__WHAT THIS TASK INVOLVES__. Every line of the data below is to be written out again exactly.

(Saved entries)
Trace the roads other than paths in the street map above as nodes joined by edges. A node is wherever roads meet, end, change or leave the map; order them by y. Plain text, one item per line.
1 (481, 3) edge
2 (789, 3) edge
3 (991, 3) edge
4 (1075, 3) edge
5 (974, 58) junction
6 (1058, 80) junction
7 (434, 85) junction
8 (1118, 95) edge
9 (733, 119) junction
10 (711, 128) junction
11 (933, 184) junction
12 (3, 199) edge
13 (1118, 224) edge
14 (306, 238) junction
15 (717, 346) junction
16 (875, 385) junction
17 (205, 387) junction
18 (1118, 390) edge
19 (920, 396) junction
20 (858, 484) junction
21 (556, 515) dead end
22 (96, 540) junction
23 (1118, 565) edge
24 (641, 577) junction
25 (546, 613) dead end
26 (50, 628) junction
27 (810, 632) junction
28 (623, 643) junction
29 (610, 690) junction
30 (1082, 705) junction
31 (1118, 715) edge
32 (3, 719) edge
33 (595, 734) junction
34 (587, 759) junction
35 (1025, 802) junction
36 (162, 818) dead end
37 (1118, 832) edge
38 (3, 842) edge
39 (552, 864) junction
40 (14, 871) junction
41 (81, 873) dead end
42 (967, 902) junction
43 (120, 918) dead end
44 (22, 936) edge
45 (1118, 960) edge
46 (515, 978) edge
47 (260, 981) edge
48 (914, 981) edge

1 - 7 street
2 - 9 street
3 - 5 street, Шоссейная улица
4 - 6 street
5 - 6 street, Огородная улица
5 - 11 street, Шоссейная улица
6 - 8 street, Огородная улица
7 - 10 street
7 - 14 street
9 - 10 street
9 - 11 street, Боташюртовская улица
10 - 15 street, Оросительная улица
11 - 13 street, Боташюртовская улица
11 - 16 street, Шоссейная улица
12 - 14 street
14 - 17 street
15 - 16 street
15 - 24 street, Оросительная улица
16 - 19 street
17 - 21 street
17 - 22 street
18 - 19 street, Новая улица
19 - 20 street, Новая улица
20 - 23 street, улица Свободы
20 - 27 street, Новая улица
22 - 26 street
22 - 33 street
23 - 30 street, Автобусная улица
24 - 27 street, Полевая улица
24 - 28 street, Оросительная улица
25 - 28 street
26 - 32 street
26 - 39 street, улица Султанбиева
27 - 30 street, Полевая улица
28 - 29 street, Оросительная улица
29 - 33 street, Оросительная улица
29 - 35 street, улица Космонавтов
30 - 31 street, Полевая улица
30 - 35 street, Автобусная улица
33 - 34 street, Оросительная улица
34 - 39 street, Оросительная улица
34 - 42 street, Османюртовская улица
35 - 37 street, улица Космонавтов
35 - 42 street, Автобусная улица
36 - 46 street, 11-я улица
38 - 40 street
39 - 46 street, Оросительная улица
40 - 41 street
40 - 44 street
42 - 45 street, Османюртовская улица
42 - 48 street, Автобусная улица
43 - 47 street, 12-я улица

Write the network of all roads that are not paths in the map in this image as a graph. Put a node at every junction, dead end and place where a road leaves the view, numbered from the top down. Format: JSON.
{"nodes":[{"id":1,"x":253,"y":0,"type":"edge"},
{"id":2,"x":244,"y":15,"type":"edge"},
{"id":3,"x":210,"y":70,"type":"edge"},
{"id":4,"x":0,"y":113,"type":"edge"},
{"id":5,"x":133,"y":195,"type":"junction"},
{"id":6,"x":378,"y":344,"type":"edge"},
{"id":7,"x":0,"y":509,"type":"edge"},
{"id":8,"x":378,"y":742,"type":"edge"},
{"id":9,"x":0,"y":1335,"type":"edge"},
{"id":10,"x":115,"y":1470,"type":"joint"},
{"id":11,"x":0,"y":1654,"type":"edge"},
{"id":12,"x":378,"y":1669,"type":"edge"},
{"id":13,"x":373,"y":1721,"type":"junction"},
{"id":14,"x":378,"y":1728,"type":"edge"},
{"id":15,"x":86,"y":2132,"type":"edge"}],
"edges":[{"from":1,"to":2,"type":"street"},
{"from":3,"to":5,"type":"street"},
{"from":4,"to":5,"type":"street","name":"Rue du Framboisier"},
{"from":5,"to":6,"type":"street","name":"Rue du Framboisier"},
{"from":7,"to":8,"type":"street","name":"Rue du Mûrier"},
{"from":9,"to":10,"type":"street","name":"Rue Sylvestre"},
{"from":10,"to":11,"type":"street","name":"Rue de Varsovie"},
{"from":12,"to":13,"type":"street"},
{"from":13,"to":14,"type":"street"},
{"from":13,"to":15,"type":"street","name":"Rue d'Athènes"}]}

__TASK SOLUTION__.
Trace the roads other than paths in the street map above as nodes joined by edges. A node is wherever roads meet, end, change or leave the map; order them by y. Plain text, one item per line.
1 (481, 3) edge
2 (789, 3) edge
3 (991, 3) edge
4 (1075, 3) edge
5 (974, 58) junction
6 (1058, 80) junction
7 (434, 85) junction
8 (1118, 95) edge
9 (733, 119) junction
10 (711, 128) junction
11 (933, 184) junction
12 (3, 199) edge
13 (1118, 224) edge
14 (306, 238) junction
15 (717, 346) junction
16 (875, 385) junction
17 (205, 387) junction
18 (1118, 390) edge
19 (920, 396) junction
20 (858, 484) junction
21 (556, 515) dead end
22 (96, 540) junction
23 (1118, 565) edge
24 (641, 577) junction
25 (546, 613) dead end
26 (50, 628) junction
27 (810, 632) junction
28 (623, 643) junction
29 (610, 690) junction
30 (1082, 705) junction
31 (1118, 715) edge
32 (3, 719) edge
33 (595, 734) junction
34 (587, 759) junction
35 (1025, 802) junction
36 (162, 818) dead end
37 (1118, 832) edge
38 (3, 842) edge
39 (552, 864) junction
40 (14, 871) junction
41 (81, 873) dead end
42 (967, 902) junction
43 (120, 918) dead end
44 (22, 936) edge
45 (1118, 960) edge
46 (515, 978) edge
47 (260, 981) edge
48 (914, 981) edge

1 - 7 street
2 - 9 street
3 - 5 street, Шоссейная улица
4 - 6 street
5 - 6 street, Огородная улица
5 - 11 street, Шоссейная улица
6 - 8 street, Огородная улица
7 - 10 street
7 - 14 street
9 - 10 street
9 - 11 street, Боташюртовская улица
10 - 15 street, Оросительная улица
11 - 13 street, Боташюртовская улица
11 - 16 street, Шоссейная улица
12 - 14 street
14 - 17 street
15 - 16 street
15 - 24 street, Оросительная улица
16 - 19 street
17 - 21 street
17 - 22 street
18 - 19 street, Новая улица
19 - 20 street, Новая улица
20 - 23 street, улица Свободы
20 - 27 street, Новая улица
22 - 26 street
22 - 33 street
23 - 30 street, Автобусная улица
24 - 27 street, Полевая улица
24 - 28 street, Оросительная улица
25 - 28 street
26 - 32 street
26 - 39 street, улица Султанбиева
27 - 30 street, Полевая улица
28 - 29 street, Оросительная улица
29 - 33 street, Оросительная улица
29 - 35 street, улица Космонавтов
30 - 31 street, Полевая улица
30 - 35 street, Автобусная улица
33 - 34 street, Оросительная улица
34 - 39 street, Оросительная улица
34 - 42 street, Османюртовская улица
35 - 37 street, улица Космонавтов
35 - 42 street, Автобусная улица
36 - 46 street, 11-я улица
38 - 40 street
39 - 46 street, Оросительная улица
40 - 41 street
40 - 44 street
42 - 45 street, Османюртовская улица
42 - 48 street, Автобусная улица
43 - 47 street, 12-я улица

Write the network of all roads that are not paths in the map in this image as a graph. Put a node at every junction, dead end and place where a road leaves the view, numbered from the top down. Format: JSON.
{"nodes":[{"id":1,"x":253,"y":0,"type":"edge"},
{"id":2,"x":244,"y":15,"type":"edge"},
{"id":3,"x":210,"y":70,"type":"edge"},
{"id":4,"x":0,"y":113,"type":"edge"},
{"id":5,"x":133,"y":195,"type":"junction"},
{"id":6,"x":378,"y":344,"type":"edge"},
{"id":7,"x":0,"y":509,"type":"edge"},
{"id":8,"x":378,"y":742,"type":"edge"},
{"id":9,"x":0,"y":1335,"type":"edge"},
{"id":10,"x":115,"y":1470,"type":"joint"},
{"id":11,"x":0,"y":1654,"type":"edge"},
{"id":12,"x":378,"y":1669,"type":"edge"},
{"id":13,"x":373,"y":1721,"type":"junction"},
{"id":14,"x":378,"y":1728,"type":"edge"},
{"id":15,"x":86,"y":2132,"type":"edge"}],
"edges":[{"from":1,"to":2,"type":"street"},
{"from":3,"to":5,"type":"street"},
{"from":4,"to":5,"type":"street","name":"Rue du Framboisier"},
{"from":5,"to":6,"type":"street","name":"Rue du Framboisier"},
{"from":7,"to":8,"type":"street","name":"Rue du Mûrier"},
{"from":9,"to":10,"type":"street","name":"Rue Sylvestre"},
{"from":10,"to":11,"type":"street","name":"Rue de Varsovie"},
{"from":12,"to":13,"type":"street"},
{"from":13,"to":14,"type":"street"},
{"from":13,"to":15,"type":"street","name":"Rue d'Athènes"}]}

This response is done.